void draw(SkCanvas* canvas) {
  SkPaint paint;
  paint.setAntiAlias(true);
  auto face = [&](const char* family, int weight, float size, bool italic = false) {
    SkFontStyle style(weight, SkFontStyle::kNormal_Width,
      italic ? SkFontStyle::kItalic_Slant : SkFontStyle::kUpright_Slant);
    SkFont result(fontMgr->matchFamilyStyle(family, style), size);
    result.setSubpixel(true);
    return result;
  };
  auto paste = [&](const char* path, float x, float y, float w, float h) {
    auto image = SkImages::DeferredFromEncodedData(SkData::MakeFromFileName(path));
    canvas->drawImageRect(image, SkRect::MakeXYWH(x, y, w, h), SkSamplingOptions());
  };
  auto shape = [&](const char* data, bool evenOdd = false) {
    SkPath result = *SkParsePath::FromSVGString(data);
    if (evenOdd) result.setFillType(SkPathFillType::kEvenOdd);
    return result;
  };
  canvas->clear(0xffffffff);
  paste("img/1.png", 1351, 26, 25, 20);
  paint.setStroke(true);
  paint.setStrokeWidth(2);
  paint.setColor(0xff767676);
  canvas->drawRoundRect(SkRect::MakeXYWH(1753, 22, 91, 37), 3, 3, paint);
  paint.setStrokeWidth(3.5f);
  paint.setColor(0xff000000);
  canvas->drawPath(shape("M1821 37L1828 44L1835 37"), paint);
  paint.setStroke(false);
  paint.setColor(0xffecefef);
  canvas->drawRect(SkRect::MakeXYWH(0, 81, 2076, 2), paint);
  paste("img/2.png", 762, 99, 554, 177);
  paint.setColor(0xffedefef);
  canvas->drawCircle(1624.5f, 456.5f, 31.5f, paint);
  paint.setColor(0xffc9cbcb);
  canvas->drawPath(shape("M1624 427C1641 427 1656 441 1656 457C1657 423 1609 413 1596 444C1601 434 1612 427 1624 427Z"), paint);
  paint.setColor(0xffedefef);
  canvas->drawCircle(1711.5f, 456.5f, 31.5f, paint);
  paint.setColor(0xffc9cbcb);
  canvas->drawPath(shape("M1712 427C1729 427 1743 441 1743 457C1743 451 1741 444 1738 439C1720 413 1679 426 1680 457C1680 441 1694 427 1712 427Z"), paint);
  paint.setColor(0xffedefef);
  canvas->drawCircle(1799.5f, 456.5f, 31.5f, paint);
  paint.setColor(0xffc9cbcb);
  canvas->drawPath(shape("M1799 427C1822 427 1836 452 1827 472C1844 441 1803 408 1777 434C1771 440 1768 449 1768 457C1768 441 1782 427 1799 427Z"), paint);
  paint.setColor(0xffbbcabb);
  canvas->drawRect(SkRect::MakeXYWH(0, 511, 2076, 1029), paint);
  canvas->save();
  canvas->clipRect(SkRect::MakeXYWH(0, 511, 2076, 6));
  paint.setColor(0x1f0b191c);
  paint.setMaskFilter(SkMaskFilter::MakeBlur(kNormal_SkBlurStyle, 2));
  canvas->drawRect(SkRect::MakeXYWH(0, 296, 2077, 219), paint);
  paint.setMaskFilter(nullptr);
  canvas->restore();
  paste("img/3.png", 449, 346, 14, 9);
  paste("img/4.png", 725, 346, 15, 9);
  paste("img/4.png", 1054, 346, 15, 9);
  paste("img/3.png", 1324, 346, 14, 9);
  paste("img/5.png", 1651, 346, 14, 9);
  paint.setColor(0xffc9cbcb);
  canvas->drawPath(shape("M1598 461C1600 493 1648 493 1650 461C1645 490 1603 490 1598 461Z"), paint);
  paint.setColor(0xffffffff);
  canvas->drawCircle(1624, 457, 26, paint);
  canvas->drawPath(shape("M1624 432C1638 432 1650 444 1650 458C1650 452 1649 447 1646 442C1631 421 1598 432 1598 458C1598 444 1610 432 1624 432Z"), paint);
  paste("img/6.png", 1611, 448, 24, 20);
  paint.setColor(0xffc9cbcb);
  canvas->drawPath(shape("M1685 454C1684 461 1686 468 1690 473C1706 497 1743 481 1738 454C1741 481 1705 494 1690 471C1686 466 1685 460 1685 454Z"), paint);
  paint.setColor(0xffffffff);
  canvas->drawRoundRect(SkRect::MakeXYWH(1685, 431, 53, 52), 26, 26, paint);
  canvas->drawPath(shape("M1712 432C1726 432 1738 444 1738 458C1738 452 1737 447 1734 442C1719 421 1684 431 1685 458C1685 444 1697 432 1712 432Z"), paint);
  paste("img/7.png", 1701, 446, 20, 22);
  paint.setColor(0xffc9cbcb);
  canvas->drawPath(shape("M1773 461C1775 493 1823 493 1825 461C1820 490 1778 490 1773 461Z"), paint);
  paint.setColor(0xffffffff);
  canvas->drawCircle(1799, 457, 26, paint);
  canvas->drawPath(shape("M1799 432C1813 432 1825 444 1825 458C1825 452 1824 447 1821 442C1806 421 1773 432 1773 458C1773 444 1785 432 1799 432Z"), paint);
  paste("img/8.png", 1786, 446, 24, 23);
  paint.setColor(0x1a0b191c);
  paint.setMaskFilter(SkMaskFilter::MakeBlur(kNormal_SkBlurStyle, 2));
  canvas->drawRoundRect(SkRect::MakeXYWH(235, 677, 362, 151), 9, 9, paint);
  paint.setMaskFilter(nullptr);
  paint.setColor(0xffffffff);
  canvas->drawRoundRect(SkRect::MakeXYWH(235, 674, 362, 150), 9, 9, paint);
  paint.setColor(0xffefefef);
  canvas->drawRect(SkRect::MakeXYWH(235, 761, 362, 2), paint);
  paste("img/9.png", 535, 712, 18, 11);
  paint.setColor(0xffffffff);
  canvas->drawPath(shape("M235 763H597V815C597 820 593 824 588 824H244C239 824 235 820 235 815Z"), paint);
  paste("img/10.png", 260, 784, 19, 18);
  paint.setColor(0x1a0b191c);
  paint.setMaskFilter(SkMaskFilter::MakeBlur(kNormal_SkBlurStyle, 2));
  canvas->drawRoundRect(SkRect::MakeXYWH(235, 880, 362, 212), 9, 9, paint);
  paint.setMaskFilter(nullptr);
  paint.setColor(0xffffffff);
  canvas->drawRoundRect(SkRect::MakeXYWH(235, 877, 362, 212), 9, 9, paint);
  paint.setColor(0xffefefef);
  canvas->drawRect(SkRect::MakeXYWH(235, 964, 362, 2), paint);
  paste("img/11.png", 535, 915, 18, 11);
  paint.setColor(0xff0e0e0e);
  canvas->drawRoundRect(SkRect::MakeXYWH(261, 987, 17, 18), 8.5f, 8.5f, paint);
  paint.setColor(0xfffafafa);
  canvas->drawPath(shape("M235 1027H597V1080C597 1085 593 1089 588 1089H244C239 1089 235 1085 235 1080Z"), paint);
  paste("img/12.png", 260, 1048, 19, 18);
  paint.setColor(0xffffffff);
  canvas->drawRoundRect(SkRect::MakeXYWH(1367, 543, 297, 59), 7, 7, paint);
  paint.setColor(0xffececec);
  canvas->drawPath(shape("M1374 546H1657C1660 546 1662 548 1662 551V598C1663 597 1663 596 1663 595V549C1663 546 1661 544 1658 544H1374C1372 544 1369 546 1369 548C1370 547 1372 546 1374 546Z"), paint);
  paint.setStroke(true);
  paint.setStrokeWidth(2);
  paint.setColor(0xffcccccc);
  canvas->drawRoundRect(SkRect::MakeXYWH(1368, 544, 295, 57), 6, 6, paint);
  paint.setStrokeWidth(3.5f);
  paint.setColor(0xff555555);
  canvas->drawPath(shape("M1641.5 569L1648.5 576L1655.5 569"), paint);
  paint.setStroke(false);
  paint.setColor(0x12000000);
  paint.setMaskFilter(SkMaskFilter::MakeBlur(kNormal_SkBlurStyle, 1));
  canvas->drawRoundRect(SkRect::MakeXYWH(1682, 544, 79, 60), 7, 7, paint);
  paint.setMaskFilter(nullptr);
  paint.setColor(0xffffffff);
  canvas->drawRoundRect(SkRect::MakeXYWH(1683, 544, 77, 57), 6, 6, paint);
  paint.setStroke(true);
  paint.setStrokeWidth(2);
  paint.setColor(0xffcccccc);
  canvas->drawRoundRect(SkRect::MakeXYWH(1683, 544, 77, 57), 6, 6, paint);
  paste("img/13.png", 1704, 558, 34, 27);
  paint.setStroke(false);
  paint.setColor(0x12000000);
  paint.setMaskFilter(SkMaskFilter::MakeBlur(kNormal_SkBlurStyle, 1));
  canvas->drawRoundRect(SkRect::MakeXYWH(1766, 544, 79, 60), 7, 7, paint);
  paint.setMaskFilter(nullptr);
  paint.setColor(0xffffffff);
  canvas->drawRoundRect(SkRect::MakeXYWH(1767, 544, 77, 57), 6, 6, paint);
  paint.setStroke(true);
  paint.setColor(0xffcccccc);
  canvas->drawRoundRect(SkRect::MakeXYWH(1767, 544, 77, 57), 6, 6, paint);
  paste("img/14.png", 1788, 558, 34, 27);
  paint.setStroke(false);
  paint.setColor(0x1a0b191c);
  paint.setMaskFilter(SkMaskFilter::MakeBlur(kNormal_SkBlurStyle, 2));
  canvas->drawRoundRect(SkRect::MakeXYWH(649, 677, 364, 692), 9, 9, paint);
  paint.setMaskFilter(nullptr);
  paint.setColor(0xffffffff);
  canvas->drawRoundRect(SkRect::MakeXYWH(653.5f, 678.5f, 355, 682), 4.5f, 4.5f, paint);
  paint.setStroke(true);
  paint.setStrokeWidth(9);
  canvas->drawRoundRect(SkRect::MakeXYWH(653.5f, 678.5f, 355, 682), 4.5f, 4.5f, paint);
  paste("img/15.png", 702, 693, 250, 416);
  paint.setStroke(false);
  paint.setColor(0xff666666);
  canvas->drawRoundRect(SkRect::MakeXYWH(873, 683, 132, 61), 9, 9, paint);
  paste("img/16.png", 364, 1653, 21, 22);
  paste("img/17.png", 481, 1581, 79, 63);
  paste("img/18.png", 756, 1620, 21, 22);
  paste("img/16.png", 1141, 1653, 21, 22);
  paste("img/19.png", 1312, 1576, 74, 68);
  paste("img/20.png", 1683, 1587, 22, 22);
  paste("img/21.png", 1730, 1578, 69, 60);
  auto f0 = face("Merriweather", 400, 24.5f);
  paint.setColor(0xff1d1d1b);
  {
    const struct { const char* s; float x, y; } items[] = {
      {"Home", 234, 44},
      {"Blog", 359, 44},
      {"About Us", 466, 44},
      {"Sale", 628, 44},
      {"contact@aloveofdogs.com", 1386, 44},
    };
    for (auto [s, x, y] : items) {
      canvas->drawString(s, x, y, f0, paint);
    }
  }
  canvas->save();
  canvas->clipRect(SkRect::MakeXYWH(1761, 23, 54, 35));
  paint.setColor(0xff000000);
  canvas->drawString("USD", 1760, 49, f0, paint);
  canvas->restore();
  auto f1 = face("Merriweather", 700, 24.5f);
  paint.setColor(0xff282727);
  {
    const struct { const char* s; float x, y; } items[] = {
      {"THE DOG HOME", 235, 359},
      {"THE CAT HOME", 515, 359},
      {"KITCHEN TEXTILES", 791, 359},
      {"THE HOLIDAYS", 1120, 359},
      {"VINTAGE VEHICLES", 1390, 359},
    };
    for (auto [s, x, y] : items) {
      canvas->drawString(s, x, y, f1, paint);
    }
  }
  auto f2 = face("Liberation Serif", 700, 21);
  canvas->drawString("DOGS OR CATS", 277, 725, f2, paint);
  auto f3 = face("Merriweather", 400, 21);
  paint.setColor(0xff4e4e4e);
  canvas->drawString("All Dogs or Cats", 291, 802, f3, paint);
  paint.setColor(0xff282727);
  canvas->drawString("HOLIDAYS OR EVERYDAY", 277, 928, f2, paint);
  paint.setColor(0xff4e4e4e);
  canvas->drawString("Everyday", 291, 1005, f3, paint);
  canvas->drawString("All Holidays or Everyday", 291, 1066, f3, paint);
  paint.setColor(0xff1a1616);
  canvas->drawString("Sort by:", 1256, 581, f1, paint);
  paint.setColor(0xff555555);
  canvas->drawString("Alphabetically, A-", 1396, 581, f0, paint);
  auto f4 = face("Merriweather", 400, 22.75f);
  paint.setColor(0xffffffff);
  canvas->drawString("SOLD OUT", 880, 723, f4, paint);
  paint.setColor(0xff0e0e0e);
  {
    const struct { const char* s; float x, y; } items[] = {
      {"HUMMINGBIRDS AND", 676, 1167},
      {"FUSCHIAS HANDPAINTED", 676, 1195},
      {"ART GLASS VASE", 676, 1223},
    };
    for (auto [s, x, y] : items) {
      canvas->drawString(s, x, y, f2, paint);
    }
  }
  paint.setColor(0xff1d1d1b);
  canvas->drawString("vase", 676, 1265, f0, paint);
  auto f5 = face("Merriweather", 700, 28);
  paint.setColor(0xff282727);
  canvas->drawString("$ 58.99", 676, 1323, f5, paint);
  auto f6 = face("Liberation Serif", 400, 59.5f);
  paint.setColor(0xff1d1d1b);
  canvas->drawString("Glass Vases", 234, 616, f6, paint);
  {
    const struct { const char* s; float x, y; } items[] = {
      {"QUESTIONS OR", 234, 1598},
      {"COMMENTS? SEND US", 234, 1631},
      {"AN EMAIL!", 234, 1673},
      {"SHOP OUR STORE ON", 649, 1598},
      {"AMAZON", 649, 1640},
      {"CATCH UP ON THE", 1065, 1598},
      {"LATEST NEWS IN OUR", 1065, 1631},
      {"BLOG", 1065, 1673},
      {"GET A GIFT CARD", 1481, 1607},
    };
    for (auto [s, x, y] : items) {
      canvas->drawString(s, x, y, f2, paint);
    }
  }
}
========================================
Problem to work on:
If a line of the entries above holds the word "drawRect", count it; report only how many such lines there are.

Finished task:
5